Thor probeerde zichzelf te stoppen, maar het was al te laat. Zijn zwaard sneed dwars door zijn vader heen, en terwijl Andronicus door tweeën werd gespleten, werd Thor overspoeld door verdriet.
Thor knipperde met zijn ogen, en liep hand in hand met Gwen naar het altaar. Hij besefte dat het hun bruiloft was. Ze liepen richting een bloedrode zon, en terwijl Thor om zich heen keek, zag hij dat alle stoelen leeg waren. Hij draaide zich om naar Gwen, en terwijl ze hem aanstaarde zag hij haar huid uitdrogen. Ze werd een skelet, en viel in zijn hand uiteen, tot er niets meer van haar over was behalve een hoopje as aan zijn voeten.
Thor stond ineens voor zijn moeders kasteel. Op de één of andere manier was hij de loopbrug overgestoken, en hij stond voor de immens grote, gouden dubbele deuren, die drie keer zo hoog waren als hij zelf. Er was geen deurknop, en hij begon op de deuren te slaan, tot zijn handpalmen begonnen te bloeden. Het geluid galmde door de leegte. Maar er kwam geen antwoord.
Thor gooide zijn hoofd achterover.
“Moeder!” schreeuwde hij.
Thor liet zich op zijn knieën vallen, en op dat moment veranderde de grond in modder. Thor gleed van de klif af, zwaaiend met zijn armen. Hij gleed tientallen meters naar beneden, op de kolkende oceaan af. Hij strekte zijn armen uit naar de hemel en zag zijn moeders kasteel uit het zicht verdwijnen. Hij gilde.
Thor opende zijn ogen, buiten adem. De wind streek langs zijn gezicht, en hij keek om zich heen terwijl hij erachter probeerde te komen waar hij was. Hij keek naar beneden en zag een oceaan onder zich voorbij glijden. Hij keek op en zag dat hij iets ruws vasthield, en toen hij het gefladder van vleugels hoorde, besefte hij dat het Mycoples was. Zijn handen waren koud van de nachtlucht, zijn gezicht gevoelloos van de zeewind. Mycoples vloog met grote snelheid, en Thor realiseerde zich dat hij in slaap was gevallen. Ze vlogen nog steeds, zoals ze al dagen hadden gedaan.
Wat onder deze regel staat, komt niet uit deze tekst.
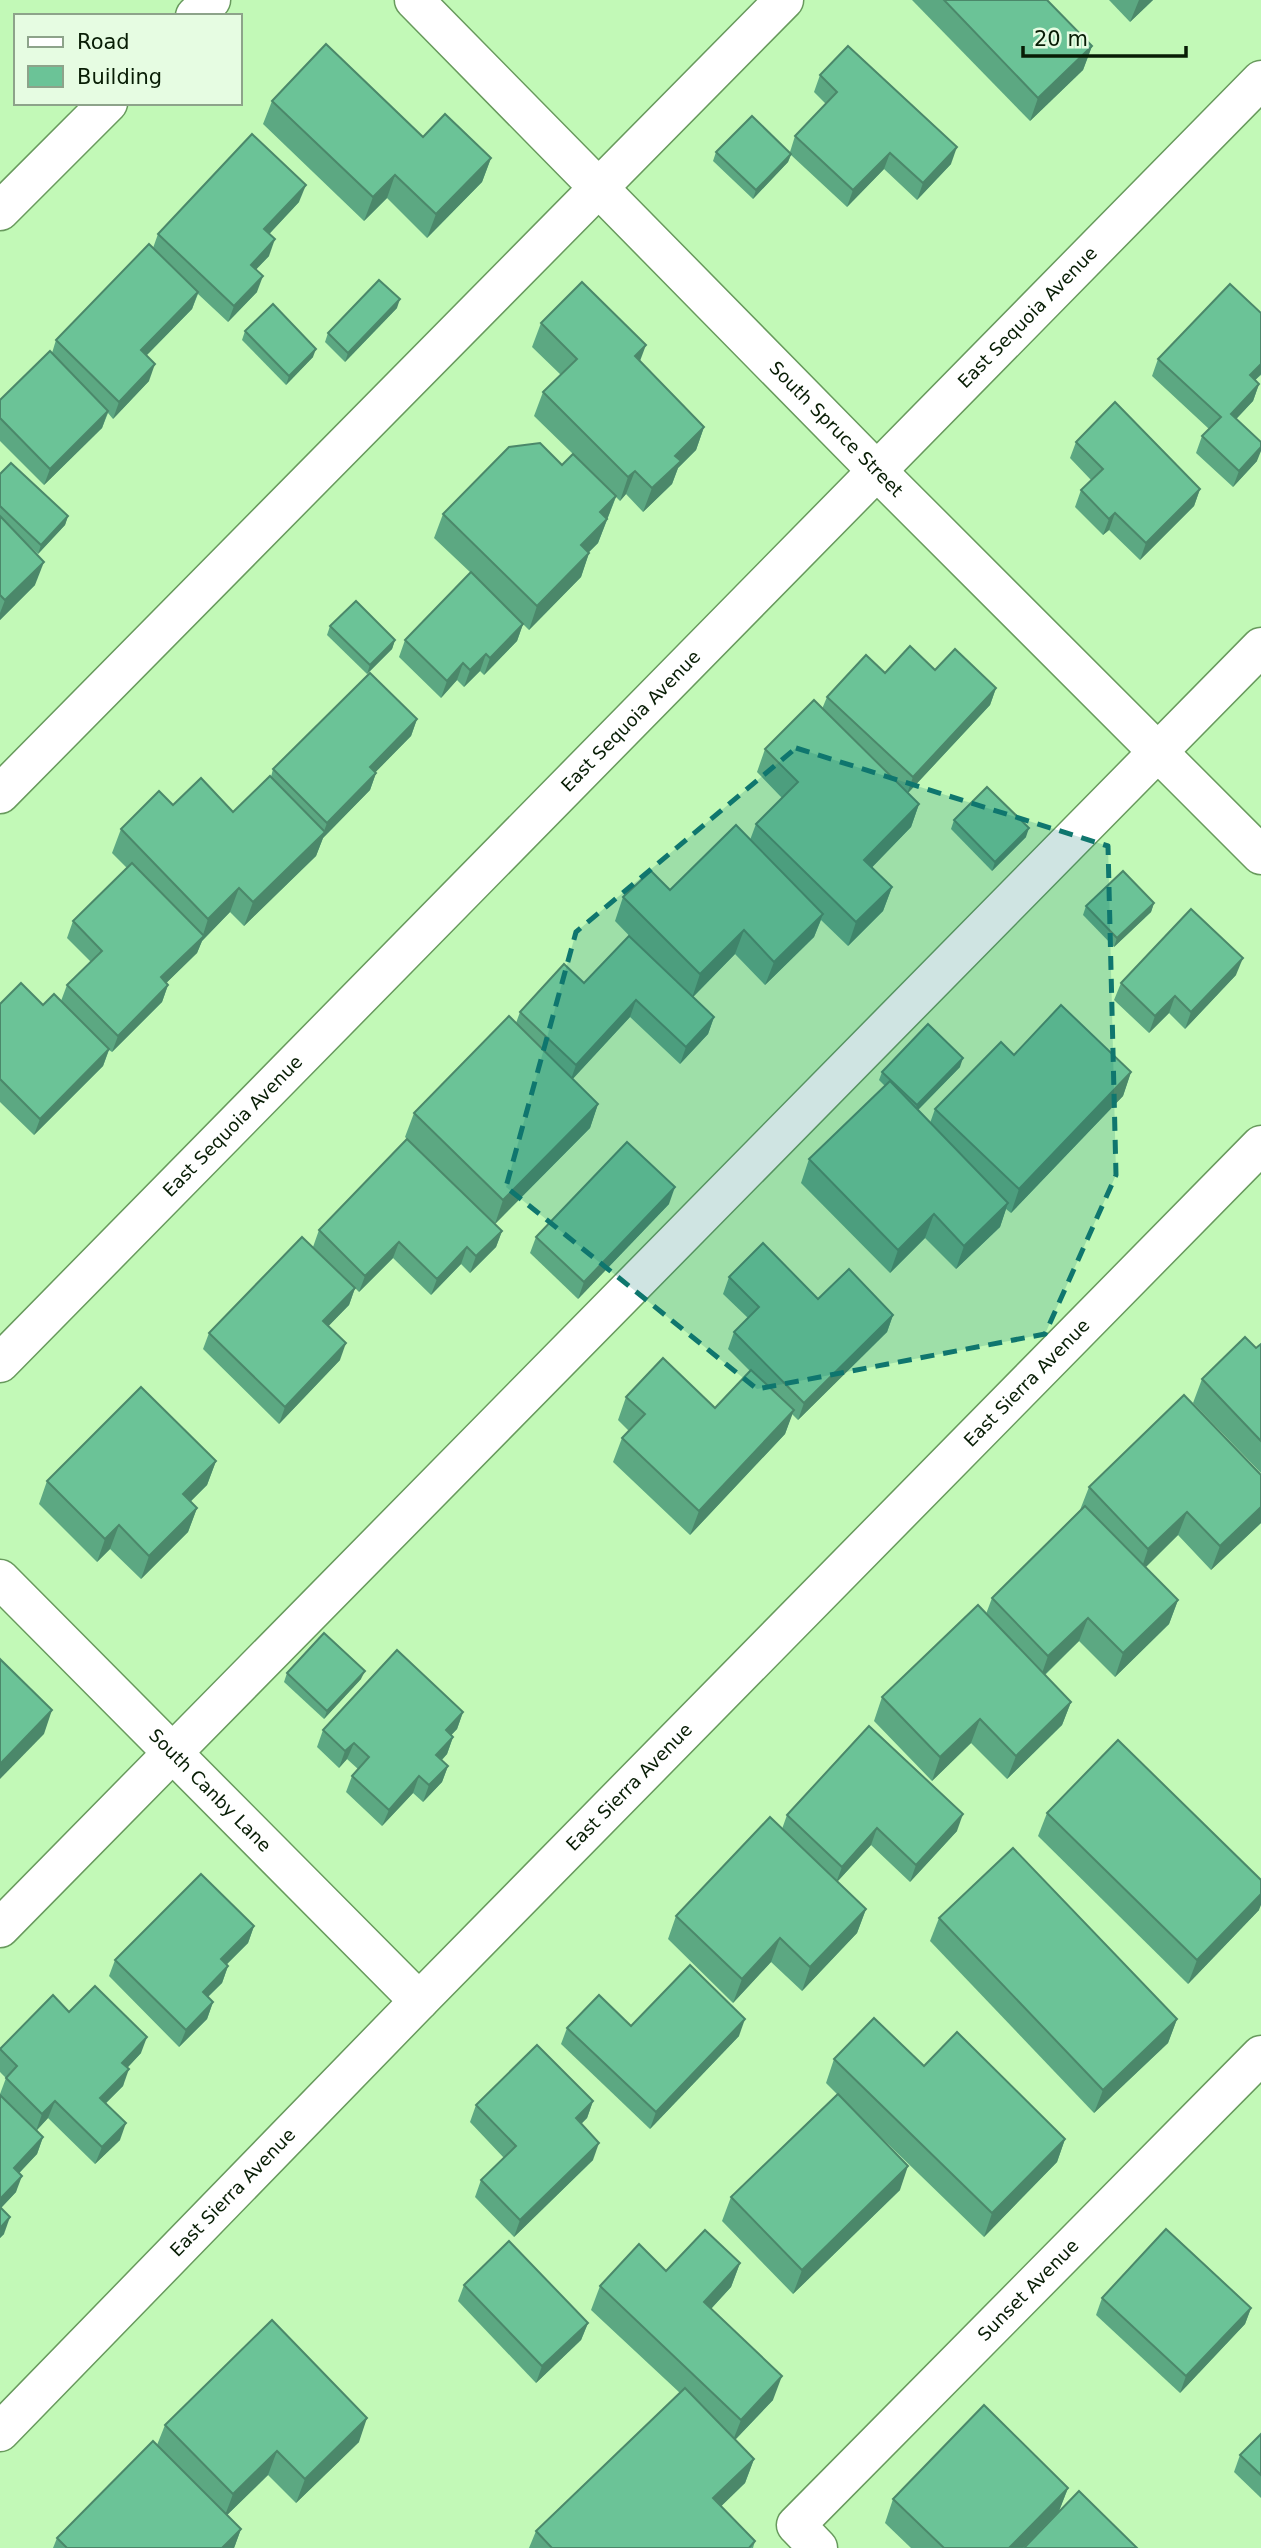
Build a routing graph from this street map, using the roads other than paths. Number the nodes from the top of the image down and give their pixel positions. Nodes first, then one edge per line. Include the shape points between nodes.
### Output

De nachtelijke hemel was gevuld met een miljoen twinkelende rode sterren.
Thor haalde diep adem en veegde zijn bezwete voorhoofd af. Hij had zichzelf beloofd om alert te blijven, maar ze hadden al zoveel dagen gevlogen, op weg naar het Land van de Druïden, dat hij zich niet tegen de slaap had kunnen verzetten. Gelukkig had Mycoples geweten dat hij sliep, en ze was gestaag doorgevlogen, terwijl ze ervoor had gezorgd dat hij niet van haar rug af viel. Het was alsof ze één waren. Hoe erg Thor de Ring ook miste, hij was in elk geval dolblij om weer bij zijn oude vriendin te zijn; hij kon voelen dat zij ook blij was om bij hem te zijn. Hij wist dat Mycoples hem nooit iets zou laten overkomen—en dat was wederzijds.
Thor keek naar beneden en bestudeerde de schuimende, lichtgevende groene wateren; dit was een vreemde, exotische zee, een zee die hij nog niet eerder had gezien. Ze bleven naar het noorden vliegen en volgden de pijl op het reliek dat hij in zijn thuisstad had gevonden. Thor voelde dat ze steeds dichter bij zijn moeder kwamen, bij haar land, het land van de Druïden. Hij kon het voelen.
Thor hoopte maar dat de pijl accuraat was. Diep van binnen wist hij dat dat het geval was. Hij kon met elke vezel in zijn lichaam voelen dat hij hem dichter bij zijn moeder bracht, bij zijn lotsbestemming.